For part ii), I'm not sure what's causing it -- there is some code to handle this type of (un)escaping and some unit tests. I added the tree from part ii) into the test suite which tests all combinations of (basic, collapsed) x (Subprocess, JPype) x (SD, UD) and couldn't get the assertion to fail (I get / instead of \/). I also tried r quoting it (r'') instead of normal quoting. Can you post a snippet where you get the error?

ccsasuke commented 8 years ago

@dmcc I confirmed that multiple copies are correctly handled now.

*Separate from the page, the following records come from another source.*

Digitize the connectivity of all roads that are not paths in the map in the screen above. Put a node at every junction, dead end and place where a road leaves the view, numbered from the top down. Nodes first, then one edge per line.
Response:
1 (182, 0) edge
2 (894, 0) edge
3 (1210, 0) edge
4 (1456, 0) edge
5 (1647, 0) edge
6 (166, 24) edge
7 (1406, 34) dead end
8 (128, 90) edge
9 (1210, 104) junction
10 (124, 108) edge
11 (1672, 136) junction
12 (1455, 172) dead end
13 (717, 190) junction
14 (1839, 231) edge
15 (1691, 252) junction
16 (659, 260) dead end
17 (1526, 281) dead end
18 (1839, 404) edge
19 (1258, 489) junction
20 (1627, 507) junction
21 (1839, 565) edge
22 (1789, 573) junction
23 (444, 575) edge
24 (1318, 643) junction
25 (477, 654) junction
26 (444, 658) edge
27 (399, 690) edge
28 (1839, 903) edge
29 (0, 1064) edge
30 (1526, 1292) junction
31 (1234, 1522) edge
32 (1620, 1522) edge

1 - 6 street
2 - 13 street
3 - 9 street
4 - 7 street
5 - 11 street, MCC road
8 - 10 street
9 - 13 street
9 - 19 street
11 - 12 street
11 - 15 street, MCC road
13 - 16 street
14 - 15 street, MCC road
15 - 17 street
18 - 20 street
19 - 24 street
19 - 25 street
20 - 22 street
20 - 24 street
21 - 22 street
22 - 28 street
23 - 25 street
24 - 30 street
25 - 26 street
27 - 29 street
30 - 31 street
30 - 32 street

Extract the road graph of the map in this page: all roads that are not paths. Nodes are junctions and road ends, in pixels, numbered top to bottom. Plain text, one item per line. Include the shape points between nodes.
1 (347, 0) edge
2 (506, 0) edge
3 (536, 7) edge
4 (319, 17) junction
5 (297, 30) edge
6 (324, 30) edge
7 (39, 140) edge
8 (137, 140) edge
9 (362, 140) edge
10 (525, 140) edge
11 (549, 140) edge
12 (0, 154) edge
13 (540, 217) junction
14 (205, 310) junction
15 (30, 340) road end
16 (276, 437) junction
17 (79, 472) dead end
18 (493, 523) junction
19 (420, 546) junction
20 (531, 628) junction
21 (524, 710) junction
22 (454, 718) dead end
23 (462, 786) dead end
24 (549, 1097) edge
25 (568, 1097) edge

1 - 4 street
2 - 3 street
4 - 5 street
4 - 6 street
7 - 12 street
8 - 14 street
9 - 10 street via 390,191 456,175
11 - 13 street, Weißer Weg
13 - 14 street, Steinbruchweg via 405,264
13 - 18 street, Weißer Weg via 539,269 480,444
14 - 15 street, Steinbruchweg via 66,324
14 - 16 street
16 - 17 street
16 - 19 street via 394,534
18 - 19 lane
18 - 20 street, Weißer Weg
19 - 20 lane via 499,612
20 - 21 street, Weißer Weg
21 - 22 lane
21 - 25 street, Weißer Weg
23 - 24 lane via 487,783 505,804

For part ii), I guess the reason is that I was trying to use Sentence.from_stanford_dependencies() method to read the Stanford dependency for a given sentence, and the dependency string also escaped '/'. e.g. dobj(control-17, HIV\/AIDS-18) as in the example I gave. Therefore, the assertion failed since in the code only handles the escaping in the parse tree, but not the dependency string. I guess I can solve this at my end if you don't think it's a bug (by changing '\/' to '/' in dep strings). Adding the following line before Line 224 of CoNLL.py solved this problem for me: line = line.replace(r'\/', '/')

Also, another thing is that after pulling the latest version, Line 242 of CoNLL.py (extra = None) caused a problem when comparing two tokens ('NoneType' object has no attribute 'items' at Line 53 of CoNLL.py) I changed Line 242 to extra = {} and now it works for all my sentences!

Thanks for all the help!

dmcc commented 8 years ago

@ccsasuke Thanks again! I checked in some code which (hopefully) fixes both problems -- please close this issue if it works for you.

ccsasuke commented 8 years ago

@dmcc It works! Thanks a lot!